Your task
The result should be the listing below restated word for word, with images left out.

Given entries
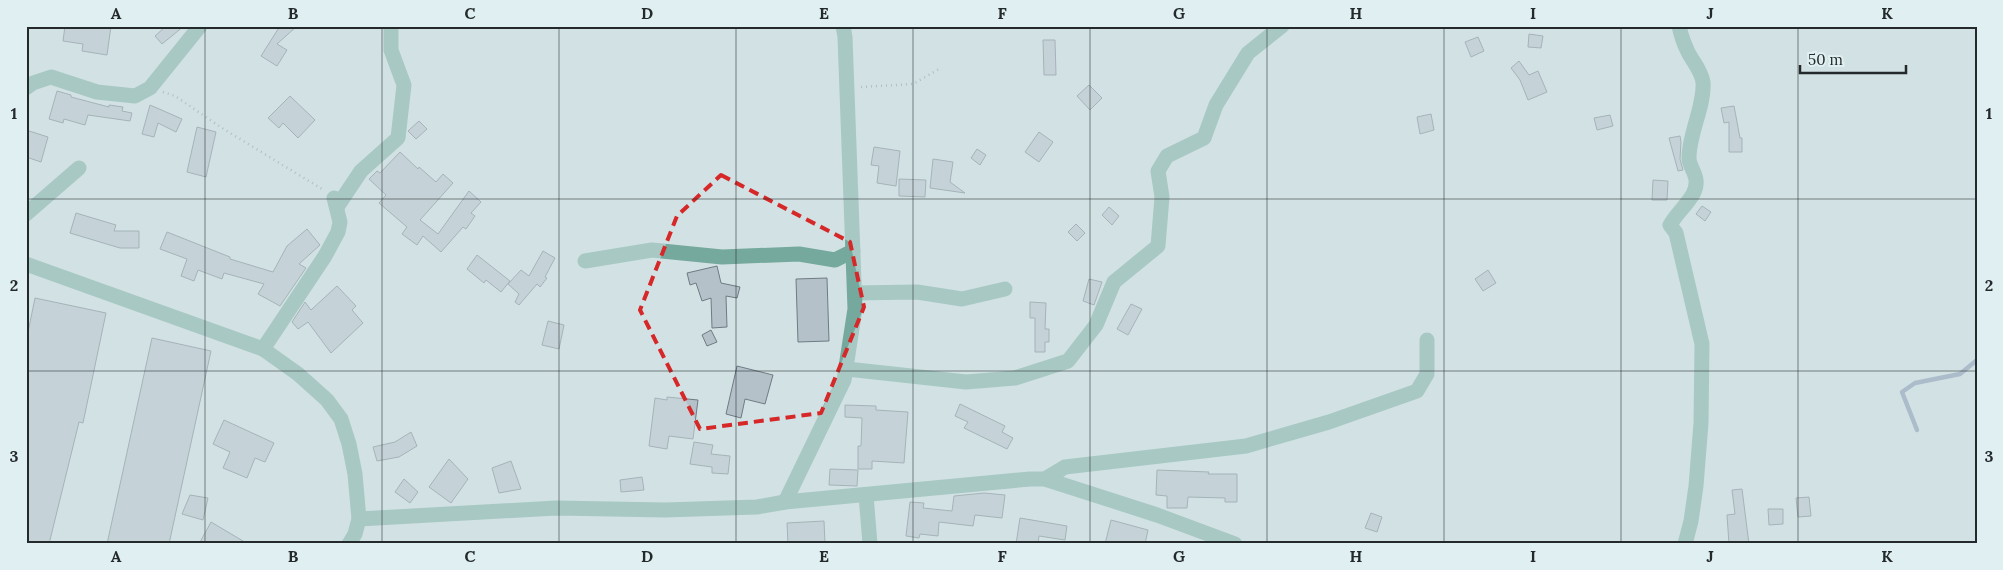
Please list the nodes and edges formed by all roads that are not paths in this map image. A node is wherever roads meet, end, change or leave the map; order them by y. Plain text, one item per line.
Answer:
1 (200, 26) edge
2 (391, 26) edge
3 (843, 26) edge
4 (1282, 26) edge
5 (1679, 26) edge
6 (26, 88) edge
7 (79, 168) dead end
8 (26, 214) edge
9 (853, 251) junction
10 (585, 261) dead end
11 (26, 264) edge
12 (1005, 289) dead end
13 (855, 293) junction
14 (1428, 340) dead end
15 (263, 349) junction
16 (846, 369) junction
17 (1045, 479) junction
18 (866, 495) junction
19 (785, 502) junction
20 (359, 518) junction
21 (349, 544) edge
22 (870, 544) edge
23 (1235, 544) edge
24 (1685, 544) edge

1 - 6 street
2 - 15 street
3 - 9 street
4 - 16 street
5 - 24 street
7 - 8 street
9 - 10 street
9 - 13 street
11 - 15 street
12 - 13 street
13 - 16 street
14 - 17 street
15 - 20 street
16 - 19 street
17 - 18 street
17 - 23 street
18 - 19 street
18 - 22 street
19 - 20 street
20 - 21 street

Output below
Please list the nodes and edges formed by all roads that are not paths in this map image. A node is wherever roads meet, end, change or leave the map; order them by y. Plain text, one item per line.
Answer:
1 (200, 26) edge
2 (391, 26) edge
3 (843, 26) edge
4 (1282, 26) edge
5 (1679, 26) edge
6 (26, 88) edge
7 (79, 168) dead end
8 (26, 214) edge
9 (853, 251) junction
10 (585, 261) dead end
11 (26, 264) edge
12 (1005, 289) dead end
13 (855, 293) junction
14 (1428, 340) dead end
15 (263, 349) junction
16 (846, 369) junction
17 (1045, 479) junction
18 (866, 495) junction
19 (785, 502) junction
20 (359, 518) junction
21 (349, 544) edge
22 (870, 544) edge
23 (1235, 544) edge
24 (1685, 544) edge

1 - 6 street
2 - 15 street
3 - 9 street
4 - 16 street
5 - 24 street
7 - 8 street
9 - 10 street
9 - 13 street
11 - 15 street
12 - 13 street
13 - 16 street
14 - 17 street
15 - 20 street
16 - 19 street
17 - 18 street
17 - 23 street
18 - 19 street
18 - 22 street
19 - 20 street
20 - 21 street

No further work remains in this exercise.